O portal online informará aos usuários qual arquivo solicitar se visitarem o Arquivo Nacional | Getty Images
Pesquisas recentes sugerem que cerca de um quinto dos holandeses se sentem desconfortáveis com a ideia de filhos de colaboradores ocuparem cargos públicos, e 8% se descobrissem que um amigo ou colega tinha parentes que eram colaboradores.
“Para os filhos dos membros do NSB, o passado costuma ser um trauma”, disse o professor Renders.
“Por um lado, porque eles carregam um segredo, enquanto não fizeram nada de errado. Por outro lado, porque eles não sabem o que seu pai ou mãe fizeram durante a guerra.”
Tom De Smet, diretor do Arquivo Nacional, disse ao DIT que parentes de colaboradores e vítimas da ocupação deveriam ser levados em consideração.
Mas ele acrescentou: “A colaboração ainda é um grande trauma. Não se fala sobre isso. Esperamos que, quando os arquivos forem abertos, o tabu seja quebrado.”
O Dr. Bottelier disse que era “surpreendente” que o projeto tivesse “levantado tanta poeira”.
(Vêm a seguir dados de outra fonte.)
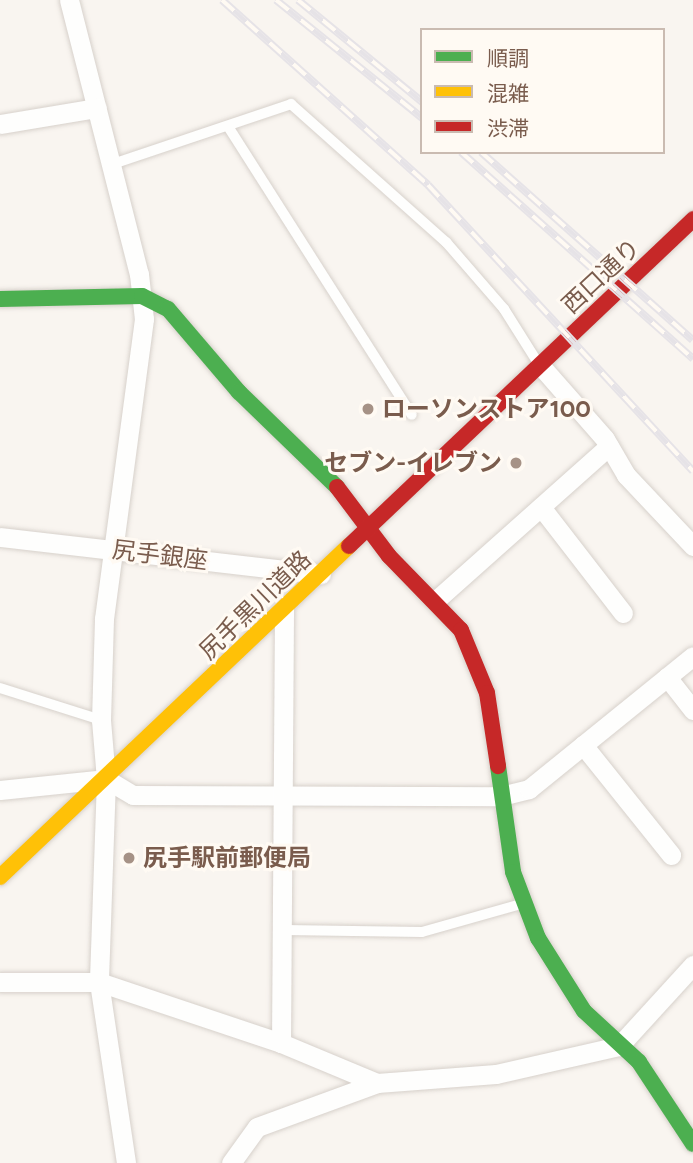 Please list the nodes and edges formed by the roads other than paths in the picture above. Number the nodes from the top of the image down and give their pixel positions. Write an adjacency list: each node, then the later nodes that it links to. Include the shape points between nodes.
1 (69, 0): 2 (street)
2 (97, 108): 3 (street); 5 (street)
3 (0, 124)
4 (229, 128): 5 (lane); 9 (lane, via 291,104 446,242 504,309); 10 (lane)
5 (113, 164): 7 (street)
6 (693, 219): 9 (street, 西口通り)
7 (142, 296): 8 (street); 13 (street, via 168,309); 16 (street, via 144,319)
8 (0, 299)
9 (540, 365): 11 (street); 13 (street, 尻手黒川道路)
10 (412, 415)
11 (609, 446): 12 (street); 15 (street, via 626,475)
12 (541, 507): 18 (street); 20 (street)
13 (371, 526): 17 (street, 尻手黒川道路); 18 (street, via 389,556)
14 (0, 537): 16 (street, 尻手銀座)
15 (693, 546)
16 (113, 549): 17 (street, 尻手銀座); 25 (street)
17 (321, 574): 19 (street, 尻手黒川道路)
18 (435, 601): 29 (street, via 461,630 480,670)
19 (284, 610): 27 (street, 尻手黒川道路); 30 (street)
20 (623, 613)
21 (693, 656): 22 (street)
22 (667, 677): 24 (street); 26 (street)
23 (0, 688): 25 (lane)
24 (693, 710)
25 (101, 720): 27 (street)
26 (583, 745): 29 (street, via 529,789); 31 (street)
27 (106, 779): 28 (street); 30 (street, via 133,795); 32 (street, 尻手黒川道路); 37 (street)
28 (0, 790)
29 (501, 796): 30 (street); 33 (street)
30 (287, 799): 34 (street)
31 (671, 855)
32 (0, 877)
33 (523, 903): 34 (lane, via 422,932); 39 (street, via 557,972)
34 (284, 930): 38 (street)
35 (693, 965): 39 (street)
36 (0, 982): 37 (street)
37 (99, 982): 38 (street); 42 (street)
38 (281, 1043): 40 (street)
39 (618, 1046): 40 (street, via 496,1074); 41 (street, via 639,1062)
40 (377, 1083): 43 (street, via 257,1126)
41 (693, 1144)
42 (126, 1163)
43 (231, 1163)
Ele disse que o órgão regulador da privacidade holandês “tem se oposto consistentemente à digitalização completa e transparente” dos registros e disse que esse conflito merece mais atenção.
“Isso tem consequências reais e muitas vezes negativas para nosso fácil acesso, como cidadãos, aos registros do estado e suas decisões que moldam nossas vidas.”
Em uma carta ao parlamento em 19 de dezembro, o Ministro da Cultura Eppo Bruins escreveu: “A abertura dos arquivos é crucial para enfrentar os efeitos do difícil passado compartilhado [dos Países Baixos] e processá-lo como uma sociedade.”
A quantidade de informações disponibilizadas on-line seria limitada devido a preocupações com privacidade, e aqueles que visitarem o arquivo pessoalmente não poderão fazer cópias, disse ele.
Bruins expressou o desejo de mudar a lei para permitir que mais informações sejam divulgadas publicamente.
O site do banco de dados online diz que as pessoas que ainda podem estar vivas não estão listadas online.